Fox determined that a system that produced a frame area approximately 4 times that of the 35mm CinemaScope frame would be the optimal trade-off between performance and cost, and it chose the 55.625 mm film width as satisfying that. Camera negative film had larger grain than the film stocks used for prints, so there was a consistent approach in using a larger frame on the film negative than on prints. Since prints need to allow space for soundtracks while camera negative does not, CinemaScope 55 had different frame dimensions for camera negative and print film.

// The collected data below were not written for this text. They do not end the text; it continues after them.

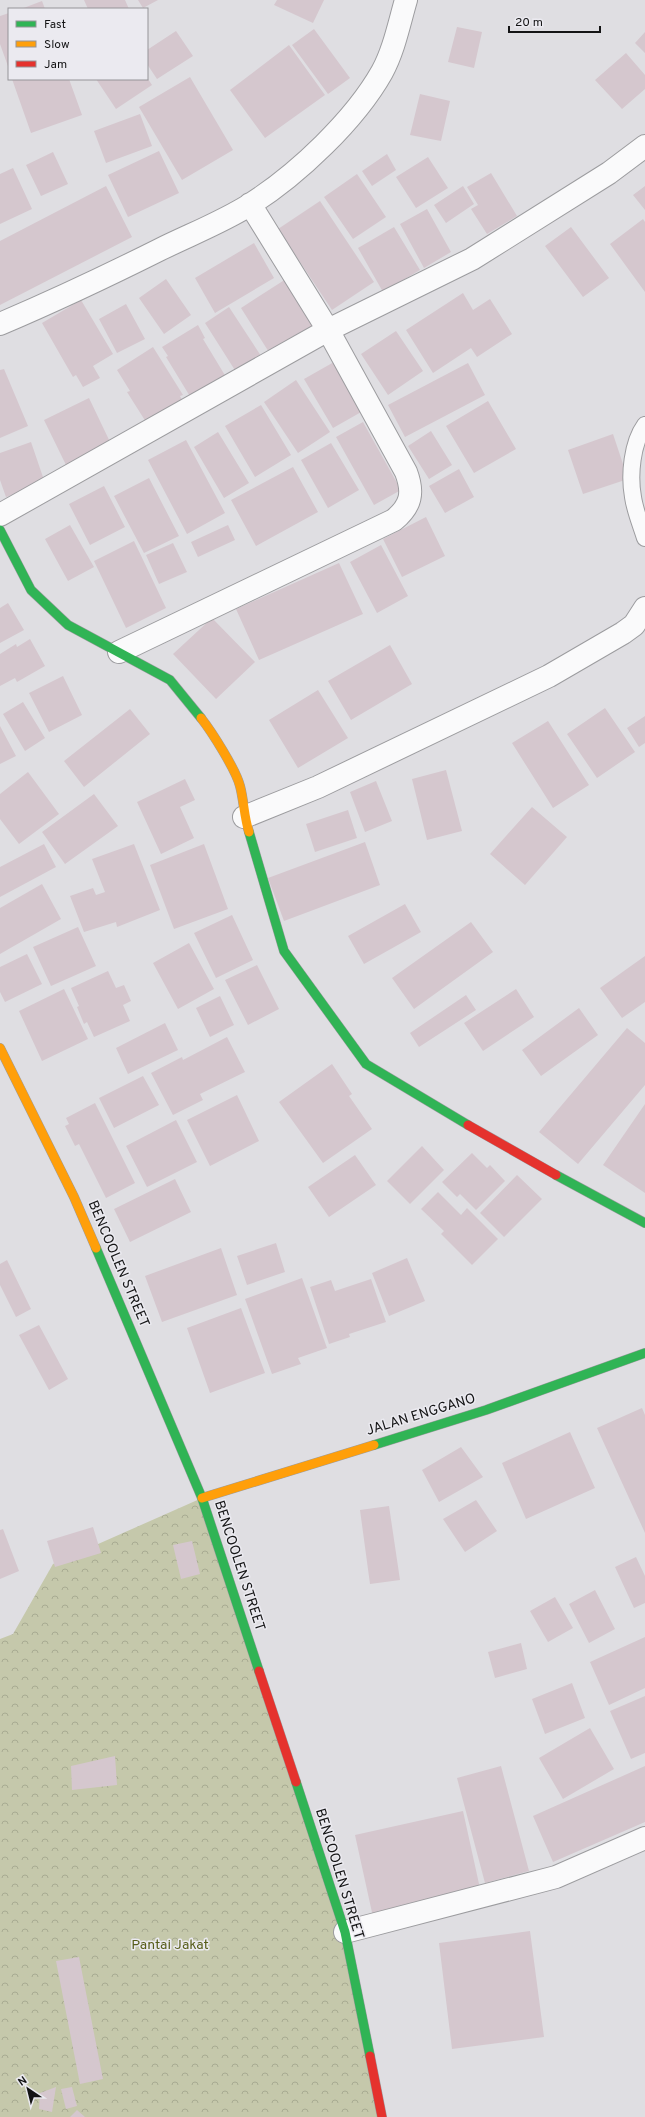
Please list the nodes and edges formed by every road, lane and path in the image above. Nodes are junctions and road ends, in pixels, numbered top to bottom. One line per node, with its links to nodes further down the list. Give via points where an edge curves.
1 (406, 0): 3 (street, via 383,71 364,100 315,152 283,181)
2 (645, 146): 5 (street, via 609,173 472,259)
3 (250, 204): 4 (street, via 80,290); 5 (street)
4 (0, 324)
5 (328, 330): 7 (street); 11 (street, via 406,472 412,496 406,509 394,520)
6 (645, 425): 9 (lane, via 636,445 633,496)
7 (0, 515)
8 (0, 530): 11 (street, via 31,590 68,625)
9 (645, 538)
10 (645, 608): 12 (street, via 634,625 623,633 549,676 318,787)
11 (119, 652): 12 (street, via 170,680 212,732 240,785)
12 (244, 817): 14 (street, via 284,951 366,1064 487,1137)
13 (0, 1048): 16 (street, BENCOOLEN STREET, via 74,1197)
14 (645, 1222)
15 (645, 1353): 16 (street, JALAN ENGGANO, via 486,1410)
16 (202, 1498): 18 (street, BENCOOLEN STREET)
17 (645, 1838): 18 (street, via 556,1877)
18 (345, 1932): 19 (street, BENCOOLEN STREET)
19 (382, 2117)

The negative film had the perforations (of the CS "Fox-hole" type) close to the edge of the film and the camera aperture was 1.824" by 1.430" (approx. 46 mm x 36 mm), giving an image area of 2.61 sq. inch. This compares to the 0.866" by 0.732" (approx. 22 mm x 18.6 mm) frame of a modern anamorphic 35 mm negative, which provides a frame area of 0.64 sq. inch. On the print film, however, there was a smaller frame size of approximately 1.34" x 1.06" (34 mm x 27 mm) to allow space for the 6 magnetic soundtracks. Four of these soundtracks (two each side) were outside the perforations, which were further from the edges of the print film than in the negative film; the other two soundtracks were between the perforations and the image. The pull-down for the negative was 8 perforations, while for the smaller frame on the print film, it was 6 perforations. In both cases, however, the frame had an aspect ratio of 1.275:1, which when expanded by a 2:1 anamorphic lens resulted in an image of 2.55:1.
A pre-war camera originally built for the obsolete Fox "Grandeur" 70 mm format was modified to work with the new 55 mm film. Bausch & Lomb, the firm that created the original anamorphic CinemaScope lenses, was contracted by Fox to build new "Super CinemaScope" lenses that could cover the larger film frame.
Fox shot two of their Rodgers and Hammerstein musical series in CinemaScope 55, Carousel, and The King and I. But it did not make 55 mm release prints for either film; both were released in conventional 35 mm CinemaScope with a limited release of The King and I being shown in 70 mm.
Fox soon discontinued this process, as it was too impractical for theaters to re-equip for 55 mm prints. The company substituted Todd-AO for its wide-gauge production process, having acquired a financial interest in the process from the Mike Todd estate.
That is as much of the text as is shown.